L'ex Presidente che stamattina in Texas prepara la colazione alla moglie ci fa simpatia.
La storia delle scarpe lanciate contro George Bush fa passi da gigante. Prima le tante proteste nelle città più lontane e diverse che anziché bruciare la bandiera americana scelgono la strada più leggiadra del gioco da baraccone, con il presidente pupazzo colpito e abbattuto da mocassini e ciabatte di ogni specie. Ora si è aggiunto il fabbricante turco che proclama: le eroiche scarpe anti Bush sono una nostra creazione, resistente e flessibile, adesso siamo sommersi dalle richieste, tanto che abbiamo dovuto assumere persone per stare dietro agli ordini da tutto il mondo. Con il paradosso che anche una ditta americana le ha commissionate per cui tra poco saranno in vendita anche a due passi dalla Casa Bianca. Infine impazzano sul web sia cartoni animati che videogiochi, scarpa contro presidente, tu provi, lui schiva e tu ritenti, fino alla vittoria.

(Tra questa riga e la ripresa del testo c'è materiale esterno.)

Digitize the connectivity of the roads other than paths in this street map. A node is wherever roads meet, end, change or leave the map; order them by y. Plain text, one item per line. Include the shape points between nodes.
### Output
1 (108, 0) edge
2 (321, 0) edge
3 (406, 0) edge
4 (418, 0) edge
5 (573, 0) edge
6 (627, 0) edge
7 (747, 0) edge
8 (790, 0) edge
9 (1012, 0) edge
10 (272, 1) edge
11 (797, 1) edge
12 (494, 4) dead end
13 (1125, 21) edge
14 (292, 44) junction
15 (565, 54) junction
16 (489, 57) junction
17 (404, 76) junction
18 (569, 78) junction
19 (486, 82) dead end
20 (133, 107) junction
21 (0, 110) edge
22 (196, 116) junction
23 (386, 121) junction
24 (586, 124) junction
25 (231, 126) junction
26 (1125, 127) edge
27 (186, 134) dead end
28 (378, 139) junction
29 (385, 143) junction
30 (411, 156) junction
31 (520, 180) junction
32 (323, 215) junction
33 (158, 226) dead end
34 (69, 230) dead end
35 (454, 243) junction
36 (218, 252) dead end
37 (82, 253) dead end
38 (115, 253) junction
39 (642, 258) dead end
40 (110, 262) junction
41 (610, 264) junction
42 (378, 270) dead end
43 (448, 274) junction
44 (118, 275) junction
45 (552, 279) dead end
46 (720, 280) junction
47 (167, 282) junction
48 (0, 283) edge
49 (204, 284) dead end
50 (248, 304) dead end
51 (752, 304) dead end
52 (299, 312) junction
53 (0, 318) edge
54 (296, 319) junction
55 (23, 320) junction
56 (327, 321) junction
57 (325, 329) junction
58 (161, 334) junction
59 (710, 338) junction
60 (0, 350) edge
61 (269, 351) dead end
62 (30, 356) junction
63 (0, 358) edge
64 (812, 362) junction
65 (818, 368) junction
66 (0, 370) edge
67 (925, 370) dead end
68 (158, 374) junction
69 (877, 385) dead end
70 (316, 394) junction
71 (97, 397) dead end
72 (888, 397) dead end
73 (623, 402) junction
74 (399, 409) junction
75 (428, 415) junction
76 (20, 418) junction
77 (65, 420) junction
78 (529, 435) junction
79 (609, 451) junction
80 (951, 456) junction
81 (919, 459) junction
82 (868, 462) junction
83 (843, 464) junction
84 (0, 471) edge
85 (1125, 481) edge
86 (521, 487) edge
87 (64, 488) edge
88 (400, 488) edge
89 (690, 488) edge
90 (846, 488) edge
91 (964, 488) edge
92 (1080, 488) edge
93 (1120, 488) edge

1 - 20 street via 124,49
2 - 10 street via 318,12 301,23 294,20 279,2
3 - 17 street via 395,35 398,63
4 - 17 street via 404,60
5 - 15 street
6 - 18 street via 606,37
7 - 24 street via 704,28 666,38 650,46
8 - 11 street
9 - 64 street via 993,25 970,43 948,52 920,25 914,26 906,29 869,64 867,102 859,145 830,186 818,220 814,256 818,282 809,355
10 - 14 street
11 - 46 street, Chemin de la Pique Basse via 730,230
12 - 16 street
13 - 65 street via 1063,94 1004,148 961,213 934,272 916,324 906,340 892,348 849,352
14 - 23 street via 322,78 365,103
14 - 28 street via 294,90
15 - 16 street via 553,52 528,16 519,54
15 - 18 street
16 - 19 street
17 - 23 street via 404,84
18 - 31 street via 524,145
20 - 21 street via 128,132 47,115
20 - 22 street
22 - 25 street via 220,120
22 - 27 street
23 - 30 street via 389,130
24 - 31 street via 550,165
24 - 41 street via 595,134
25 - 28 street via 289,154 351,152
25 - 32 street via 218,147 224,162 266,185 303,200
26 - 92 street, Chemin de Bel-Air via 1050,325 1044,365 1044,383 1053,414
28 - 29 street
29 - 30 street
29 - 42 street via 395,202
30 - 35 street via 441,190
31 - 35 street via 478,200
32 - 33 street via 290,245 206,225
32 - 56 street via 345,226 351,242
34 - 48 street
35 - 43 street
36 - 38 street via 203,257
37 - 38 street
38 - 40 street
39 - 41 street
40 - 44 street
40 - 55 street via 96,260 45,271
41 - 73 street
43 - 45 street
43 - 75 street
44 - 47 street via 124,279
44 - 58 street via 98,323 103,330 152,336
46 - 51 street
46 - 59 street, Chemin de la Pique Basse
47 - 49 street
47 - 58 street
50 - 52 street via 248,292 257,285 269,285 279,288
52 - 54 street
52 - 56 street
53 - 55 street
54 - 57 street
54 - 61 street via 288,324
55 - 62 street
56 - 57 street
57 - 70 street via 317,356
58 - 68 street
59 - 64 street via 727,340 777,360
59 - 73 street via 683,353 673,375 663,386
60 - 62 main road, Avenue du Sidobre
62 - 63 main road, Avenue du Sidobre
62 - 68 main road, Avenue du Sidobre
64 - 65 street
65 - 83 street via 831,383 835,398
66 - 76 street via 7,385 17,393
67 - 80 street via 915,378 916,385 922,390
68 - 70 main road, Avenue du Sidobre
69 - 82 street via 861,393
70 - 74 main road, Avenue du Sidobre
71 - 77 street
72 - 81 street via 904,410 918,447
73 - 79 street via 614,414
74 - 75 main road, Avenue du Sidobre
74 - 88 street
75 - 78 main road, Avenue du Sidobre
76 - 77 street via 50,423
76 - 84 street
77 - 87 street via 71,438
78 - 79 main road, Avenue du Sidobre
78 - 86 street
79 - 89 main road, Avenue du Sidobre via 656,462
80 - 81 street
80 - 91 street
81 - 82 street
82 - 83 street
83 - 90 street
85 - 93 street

Se solo non ci fosse un giornalista che per questo va sotto processo e rischia 15 anni di carcere verrebbe voglia di dire, viva le scarpe, la prossima guerra facciamola cosi, a scarpate, che ci facciamo tutti meno male.(pubblicato su DNews)
Ora il fatto che Bush abbia visitato Bagdad in gran segreto, sia stato ricevuto solo dentro la zona verde, abbia visto solo le autorità e nell'unica breve conferenza stampa sia stato preso a scarpate da un giornalista dà comunque una certa misura dello stato delle cose, cinque anni dopo.